## Exercise
Show all the lines in the data below that include the word "canvas".

## Records from a collection
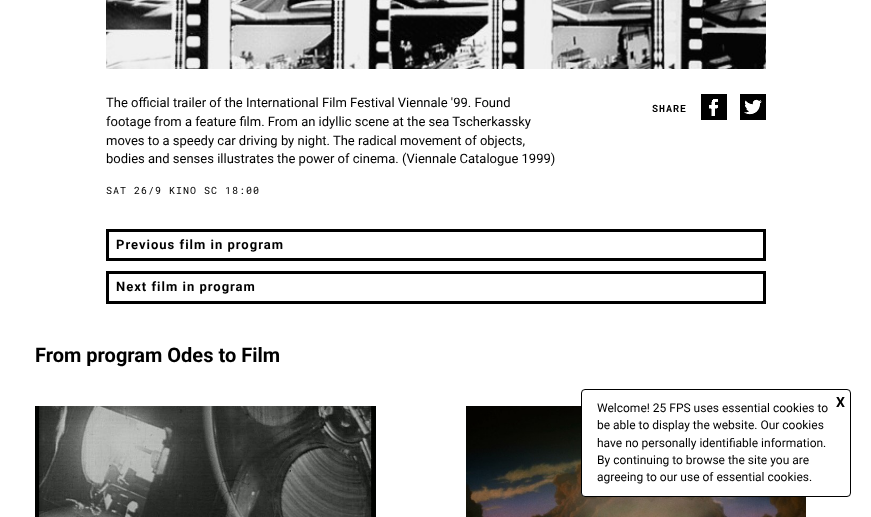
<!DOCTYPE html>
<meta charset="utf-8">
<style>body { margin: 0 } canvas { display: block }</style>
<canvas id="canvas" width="871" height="517"></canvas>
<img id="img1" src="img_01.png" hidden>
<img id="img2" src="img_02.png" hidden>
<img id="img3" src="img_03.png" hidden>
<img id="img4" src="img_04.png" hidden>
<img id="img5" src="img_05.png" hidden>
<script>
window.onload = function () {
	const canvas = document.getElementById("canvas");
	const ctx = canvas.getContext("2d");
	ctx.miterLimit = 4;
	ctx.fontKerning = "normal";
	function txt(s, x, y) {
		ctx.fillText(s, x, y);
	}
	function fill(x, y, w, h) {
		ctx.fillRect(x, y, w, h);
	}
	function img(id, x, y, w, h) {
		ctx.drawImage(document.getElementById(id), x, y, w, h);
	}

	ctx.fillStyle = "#FFFFFF";
	fill(0, 0, 871, 517);
	img("img1", 106, 0, 660, 69);
	img("img2", 701, 94, 26, 26);
	img("img3", 740, 94, 26, 26);
	ctx.strokeStyle = "#000000";
	ctx.lineWidth = 3;
	ctx.strokeRect(107.5, 230.5, 657, 29);
	ctx.strokeRect(107.5, 272.5, 657, 30);
	img("img4", 35, 406, 341, 111);
	img("img5", 466, 406, 340, 111);
	ctx.beginPath();
	ctx.roundRect(581.5, 389.5, 269, 107, 3.5);
	ctx.fill();
	ctx.lineWidth = 1;
	ctx.stroke();
	ctx.font = "13px Roboto";
	ctx.fillStyle = "#000000";
	txt("The official trailer of the International Film Festival Viennale '99. Found", 106, 107);
	txt("footage from a feature film. From an idyllic scene at the sea Tscherkassky", 106, 126);
	txt("moves to a speedy car driving by night. The radical movement of objects,", 106, 145);
	txt("bodies and senses illustrates the power of cinema. (Viennale Catalogue 1999)", 106, 163);
	ctx.letterSpacing = "1px";
	ctx.font = "10px Roboto Mono";
	txt("SAT 26/9 KINO SC 18:00", 106, 194);
	ctx.font = "bold 10px Roboto Mono";
	txt("SHARE", 652, 112);
	ctx.font = "bold 13px Roboto";
	txt("Previous film in program", 116, 249);
	txt("Next film in program", 116, 291);
	ctx.letterSpacing = "0px";
	ctx.font = "bold 20px Roboto";
	txt("From program Odes to Film", 35, 362);
	ctx.font = "bold 14px Roboto";
	txt("X", 836, 407);
	ctx.font = "12px Roboto";
	txt("Welcome! 25 FPS uses essential cookies to", 597, 412);
	txt("be able to display the website. Our cookies", 597, 429);
	txt("have no personally identifiable information.", 597, 447);
	txt("By continuing to browse the site you are", 597, 464);
	txt("agreeing to our use of essential cookies.", 597, 481);
};
</script>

## Response to the task
<style>body { margin: 0 } canvas { display: block }</style>
<canvas id="canvas" width="871" height="517"></canvas>
	const canvas = document.getElementById("canvas");
	const ctx = canvas.getContext("2d");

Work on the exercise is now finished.